28. A method of making a vehicle cab suspension mount, said method including: providing a first outer container member, providing a nonelastomeric center axial shaft and an outer elastomeric flexible seal cap with said outer elastomeric cap grounded radially outward to said first outer container member, said nonelastomeric center axial shaft longitudinally extending inward into said first outer container member along a shaft axis, with said nonelastomeric center shaft having a terminal end, disposing a suspension mount damping liquid damper pumper member proximate said nonelastomeric center shaft terminal end, providing an inner elastomeric intermediate assembly in said first outer container member between said suspension mount damping liquid damper pumper member and said outer cap member, said inner elastomeric assembly including an inner elastomeric member bonded with an inner nonelastomeric grounding member, said inner nonelastomeric grounding member grounding said inner elastomeric member with said first outer container member, with said inner elastomeric member extending inward from said container grounding member inward toward said shaft and separating said movable damping pumper from said flexible seal cap to provide a first flexible seal cap chamber and a second movable damping pumper chamber, said inner elastomeric assembly having at least a first liquid flow conduit between said first flexible seal cap chamber and said second movable damping pumper chamber to allow a flow of said liquid in a direction from said movable damping pumper towards said flexible seal cap and in an opposite direction from said flexible seal cap towards said movable damping pumper, said at least first liquid flow conduit distal from said nonelastomeric center axial shaft, filling said first outer container member with a vehicle cab suspension mount damping liquid wherein said suspension mount damping liquid damper pumper member pumps said vehicle cab suspension mount damping liquid with said liquid flowing through said first liquid flow conduit distal from said nonelastomeric center axial shaft .

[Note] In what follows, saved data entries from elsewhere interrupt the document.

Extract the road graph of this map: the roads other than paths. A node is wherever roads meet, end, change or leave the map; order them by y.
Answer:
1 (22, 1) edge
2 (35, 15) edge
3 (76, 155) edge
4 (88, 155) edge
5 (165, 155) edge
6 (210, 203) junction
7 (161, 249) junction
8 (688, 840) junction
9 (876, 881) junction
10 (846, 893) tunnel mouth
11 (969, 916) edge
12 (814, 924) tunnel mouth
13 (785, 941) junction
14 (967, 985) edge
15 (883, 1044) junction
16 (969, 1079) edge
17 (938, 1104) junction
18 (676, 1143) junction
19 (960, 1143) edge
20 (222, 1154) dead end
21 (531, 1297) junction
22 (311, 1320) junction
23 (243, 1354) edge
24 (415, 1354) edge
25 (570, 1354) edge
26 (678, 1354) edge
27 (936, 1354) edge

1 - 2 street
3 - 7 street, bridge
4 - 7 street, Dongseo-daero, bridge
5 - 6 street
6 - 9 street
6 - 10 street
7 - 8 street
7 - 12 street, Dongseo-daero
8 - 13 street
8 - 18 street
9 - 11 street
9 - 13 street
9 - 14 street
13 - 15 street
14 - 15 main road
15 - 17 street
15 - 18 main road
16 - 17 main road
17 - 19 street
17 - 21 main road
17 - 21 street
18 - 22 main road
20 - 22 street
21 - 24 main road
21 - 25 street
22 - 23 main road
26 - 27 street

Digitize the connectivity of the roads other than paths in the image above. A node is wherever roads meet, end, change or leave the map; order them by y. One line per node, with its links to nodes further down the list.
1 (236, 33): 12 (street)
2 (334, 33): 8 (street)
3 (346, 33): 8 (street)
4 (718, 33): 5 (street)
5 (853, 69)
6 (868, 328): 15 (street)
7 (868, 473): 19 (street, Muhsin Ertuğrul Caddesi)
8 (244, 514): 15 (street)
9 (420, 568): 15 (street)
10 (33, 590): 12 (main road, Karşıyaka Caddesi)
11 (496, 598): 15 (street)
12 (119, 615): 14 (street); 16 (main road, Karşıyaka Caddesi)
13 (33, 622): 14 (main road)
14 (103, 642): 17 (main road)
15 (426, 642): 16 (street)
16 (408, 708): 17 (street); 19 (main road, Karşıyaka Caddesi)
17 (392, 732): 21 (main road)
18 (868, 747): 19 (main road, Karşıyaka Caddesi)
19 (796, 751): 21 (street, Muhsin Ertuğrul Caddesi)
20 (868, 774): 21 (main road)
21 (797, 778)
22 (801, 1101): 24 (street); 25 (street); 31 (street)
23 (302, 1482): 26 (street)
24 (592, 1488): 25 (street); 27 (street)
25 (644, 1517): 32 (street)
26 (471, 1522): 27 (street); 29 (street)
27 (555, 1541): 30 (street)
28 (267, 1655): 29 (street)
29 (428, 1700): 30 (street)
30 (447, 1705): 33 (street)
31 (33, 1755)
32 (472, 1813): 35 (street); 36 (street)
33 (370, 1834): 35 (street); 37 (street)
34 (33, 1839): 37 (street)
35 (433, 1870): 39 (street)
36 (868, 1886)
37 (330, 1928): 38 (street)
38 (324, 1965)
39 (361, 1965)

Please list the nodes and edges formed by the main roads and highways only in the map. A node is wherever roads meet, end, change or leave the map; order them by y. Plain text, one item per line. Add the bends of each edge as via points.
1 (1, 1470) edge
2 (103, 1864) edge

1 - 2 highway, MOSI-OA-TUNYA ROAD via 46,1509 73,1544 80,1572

29. A method as claimed in claim 28 including proving a coil spring, and disposing said coil spring between said nonelastomeric center shaft terminal end and said first outer container member.

30. A method as claimed in claim 28 wherein said suspension mount damping liquid damper pumper is comprised of a suspension mount damping liquid damper pumper cupped member having a cup interior.

31. A method as claimed in claim 30, including providing a spring, said spring disposed between said nonelastomeric center shaft terminal end and said first outer container member with said spring received in said cup interior.

32. A method as claimed in claim 30, including providing a bolt and a bolt spacer and fixing said suspension mount damping liquid damper pumper cupped member to said shaft with said bolt and said bolt spacer, said bolt and said bolt spacer received in said cup interior.

33. A method as claimed in claim 30, including a bolt and a bolt spacer fixing said suspension mount damping liquid damper pumper cupped member to said shaft, and a suspension spring, said bolt, said bolt spacer, and said suspension spring received in said cup interior.

34. A method as claimed in claim 28 wherein said inner nonelastomeric grounding member includes a radially inwardly extending flange plate and a substantially normal axially extending extension.

35. A method as claimed in claim 28 wherein said inner elastomeric intermediate assembly inhibits liquid flow adjacent said shaft between said first flexible seal cap chamber and said second movable damping pumper chamber.

36. A suspension mount, including: a first outer container member, a nonelastomeric center axial shaft and means for controlling relative motion between said first outer container member and said nonelastomeric center axial shaft.

37. A suspension mount, a first outer container member, a nonelastomeric center axial shaft and means for controlling relative motion between said first outer container member and said nonelastomeric center axial shaft as shown and described.